# Machine Reading: Advanced Topics in Word Vectors
## Part III. Pre-trained Models and Extended Vector Algorithms (50 mins)

This is a 4-part series of Jupyter notebooks on the topic of word embeddings originally created for a workshop during the Digital Humanities 2018 Conference in Mexico City. Each part is comprised of a mix of theoretical explanations and fill-in-the-blanks activities of increasing difficulty.

Instructors:
- Eun Seo Jo, <a href="mailto:eunseo@stanford.edu">*eunseo@stanford.edu*</a>, Stanford University
- Javier de la Rosa, <a href="mailto:versae@stanford.edu">*versae@stanford.edu*</a>, Stanford University
- Scott Bailey, <a href="mailto:scottbailey@stanford.edu">*scottbailey@stanford.edu*</a>, Stanford University

This unit will explore the various flavors of word embeddings specifically tailored to sentences, word meaning, paragraph, or entire documents. We will give an overview of pre-trained embeddings including where they can be found, how to use them, and what they're effective for.

- 0:00 - 0:20 Pre-trained word embeddings (where to find them, which are good, configurations, trained corpus, etc., e.g. https://github.com/facebookresearch/fastText)
- 0:20 - 0:35 Overview of other 2Vecs & other vector engineering: Paragraph2Vec, Sense2Vec, Doc2Vec, etc.
- 0:35 - 0:50 [Activity 3] Choose, download, and use a pre-trained model

---

### 0. Setting Up 

Before we get started, let's go ahead and set up our notebook. We will start by importing a few Python libraries that we will use throughout the workshop.

#### What are these libraries?

1. NumPy: This is a package for scientific computing in python. For us, NumPy is useful for vector operations. 
2. NLTK: Easy to use python package for text processing (lemmatization, tokenization, POS-tagging, etc.)
3. matplotlib, seaborn, and Plotly: Plotting packages for visualization
4. sciKit-learn: Easy to use python package for machine learning algorithms and preprocessing tools
5. gensim: Built-in word2vec and other NLP algorithms
5. fastText: Super fast word embeddings library

We will be working with a few sample texts using NLTK's corpus package.

In [None]:
%%capture --no-stderr
import sys
!pip install Cython  # needed to compile fasttext
!pip install -r requirements.txt
!python -m nltk.downloader all
print("All done!", file=sys.stderr)

If all went well, we should be able now to import the next packages into our workspace

In [None]:
import numpy as np
import nltk
# import plotly.plotly as py
import sklearn
import matplotlib.pyplot as plt
import gensim
import fasttext



---



### 1. Out-of-vocabulary words and pre-trained embeddings

So far, we've seen the power of word embeddings and how easy they are to obtain from your own corpus. In most cases, however, we do not have access to millions of unlabelled documents in our target domain that would allow for training good embeddings from scratch. Training word embeddings is very resource intensive and it may require relatively large corpora for the geometric relationships to be semantically meaningful. Still, there are some issues with regular word-oriented embeddings. To illustrate this, consider the next code that trains on the text from _Alice in Wonderland_.

In [None]:
print(nltk.corpus.gutenberg.raw('carroll-alice.txt')[0:200])

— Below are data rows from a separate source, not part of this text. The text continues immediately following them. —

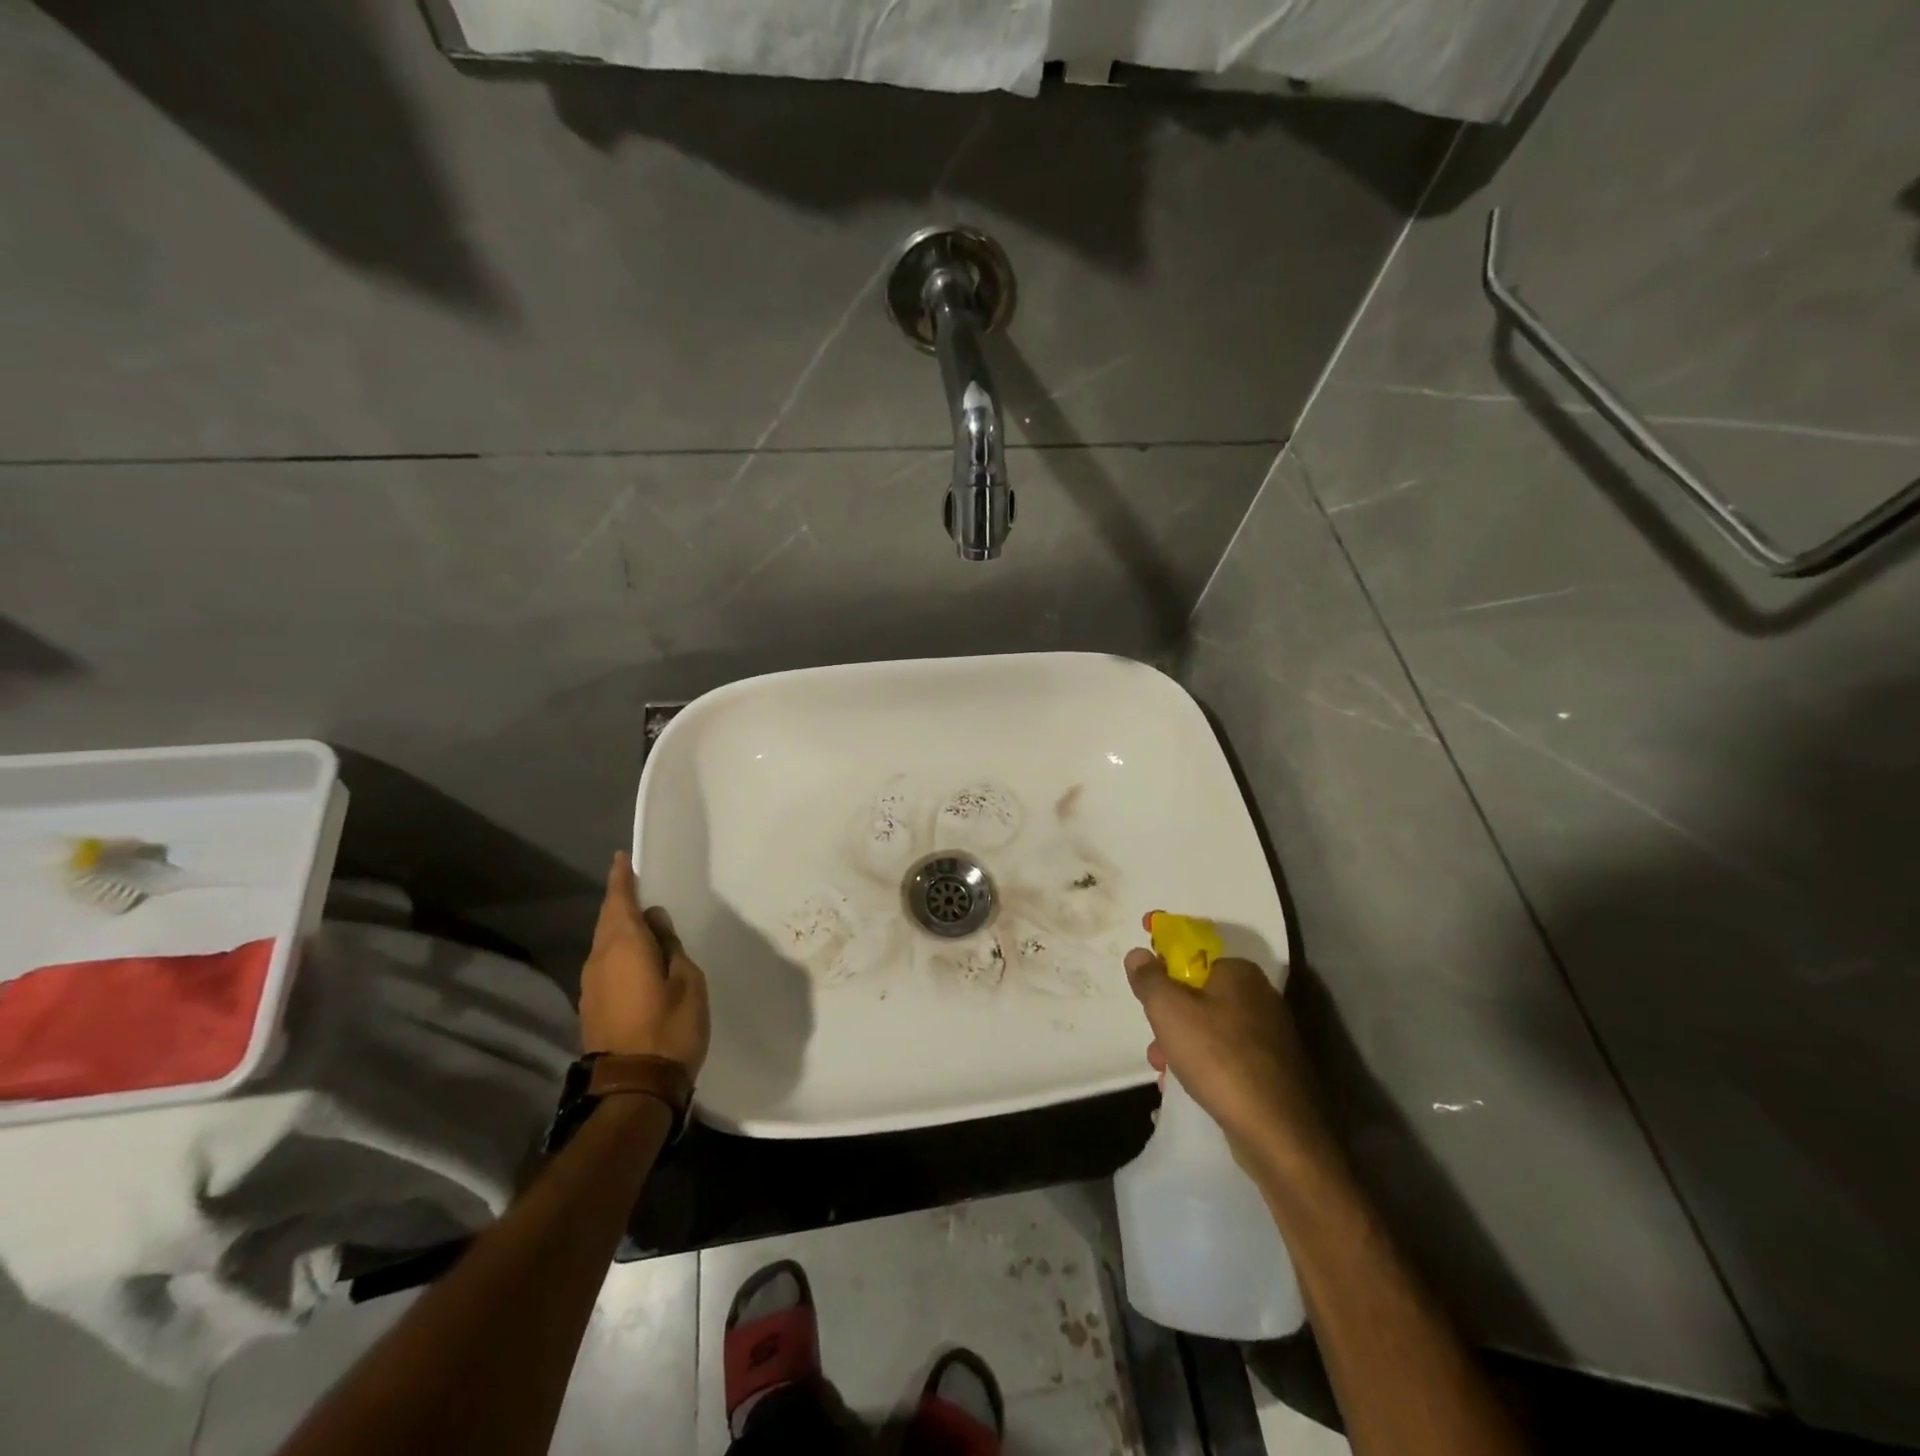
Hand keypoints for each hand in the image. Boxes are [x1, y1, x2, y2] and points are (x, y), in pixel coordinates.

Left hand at [580, 853, 709, 1073]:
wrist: (634, 1088)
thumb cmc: (670, 1027)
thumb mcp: (687, 980)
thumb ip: (670, 946)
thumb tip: (655, 923)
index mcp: (624, 946)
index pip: (620, 900)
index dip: (622, 879)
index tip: (621, 859)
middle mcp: (599, 959)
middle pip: (608, 921)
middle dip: (620, 902)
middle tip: (636, 887)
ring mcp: (591, 985)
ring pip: (604, 944)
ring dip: (619, 929)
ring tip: (642, 924)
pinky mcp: (591, 1007)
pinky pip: (604, 965)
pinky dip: (617, 952)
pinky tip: (636, 959)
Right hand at [1125, 949, 1341, 1179]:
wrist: (1280, 1133)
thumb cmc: (1219, 1057)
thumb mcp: (1169, 1010)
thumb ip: (1149, 978)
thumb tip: (1139, 954)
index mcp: (1239, 972)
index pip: (1192, 947)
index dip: (1163, 947)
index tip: (1141, 950)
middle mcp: (1260, 996)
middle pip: (1198, 991)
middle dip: (1168, 1011)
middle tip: (1152, 1033)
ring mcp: (1271, 1036)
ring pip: (1210, 1026)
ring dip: (1180, 1041)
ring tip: (1162, 1067)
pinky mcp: (1274, 1071)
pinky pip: (1226, 1055)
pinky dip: (1203, 1063)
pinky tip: (1186, 1085)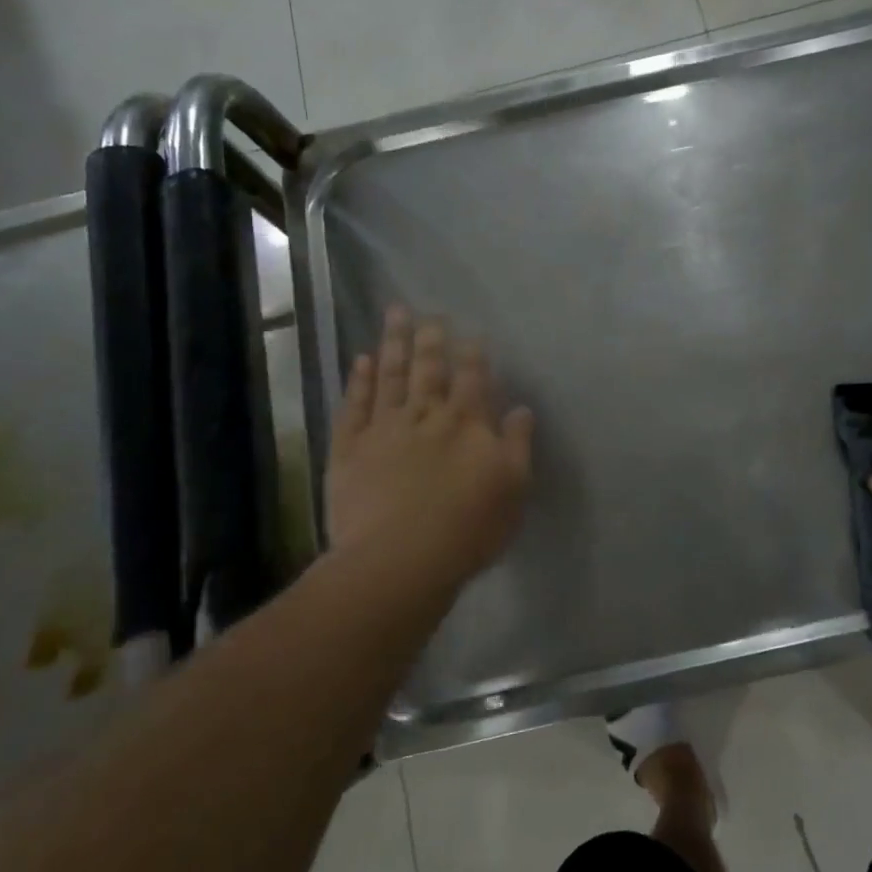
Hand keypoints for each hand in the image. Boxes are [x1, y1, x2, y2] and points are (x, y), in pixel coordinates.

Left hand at [324, 307, 533, 592]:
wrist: (399, 560)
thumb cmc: (467, 529)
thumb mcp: (513, 489)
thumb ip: (518, 444)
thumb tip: (521, 408)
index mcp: (466, 424)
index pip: (472, 379)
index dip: (473, 354)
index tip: (471, 332)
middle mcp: (425, 417)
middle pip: (429, 369)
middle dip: (431, 339)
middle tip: (428, 311)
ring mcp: (384, 430)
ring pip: (390, 377)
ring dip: (393, 345)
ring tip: (395, 315)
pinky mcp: (350, 450)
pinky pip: (354, 406)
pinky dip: (358, 382)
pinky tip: (360, 362)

We'll use the handy `.words()` method in NLTK to access just the words.

In [None]:
words = list(map(str.lower, nltk.corpus.gutenberg.words('carroll-alice.txt')))
words[:10]

And now let's train a very simple `word2vec` model.

In [None]:
documents = [words]
model = gensim.models.Word2Vec(
    documents,
    size=25,
    window=5,
    min_count=1,
    workers=10
)
model.train(documents, total_examples=len(documents), epochs=10)
model.wv['alice']

Regardless of whether or not this model is able to compute semantic similarities or not, word vectors have been computed. However, if you try to look for words that are not in the vocabulary you'll get an error.

In [None]:
try:
    model.wv['google']
except KeyError as e:
    print(e)

This is known as the Out-Of-Vocabulary (OOV) issue in Word2Vec and similar approaches.

Now, you may think, I could get synonyms of the OOV words using something like WordNet, and then look for those words' embeddings. And while that might work in some cases, in others it is not that simple. Two such cases are new-ish words like `facebook` and `google`, or proper names of places, like `Teotihuacan`.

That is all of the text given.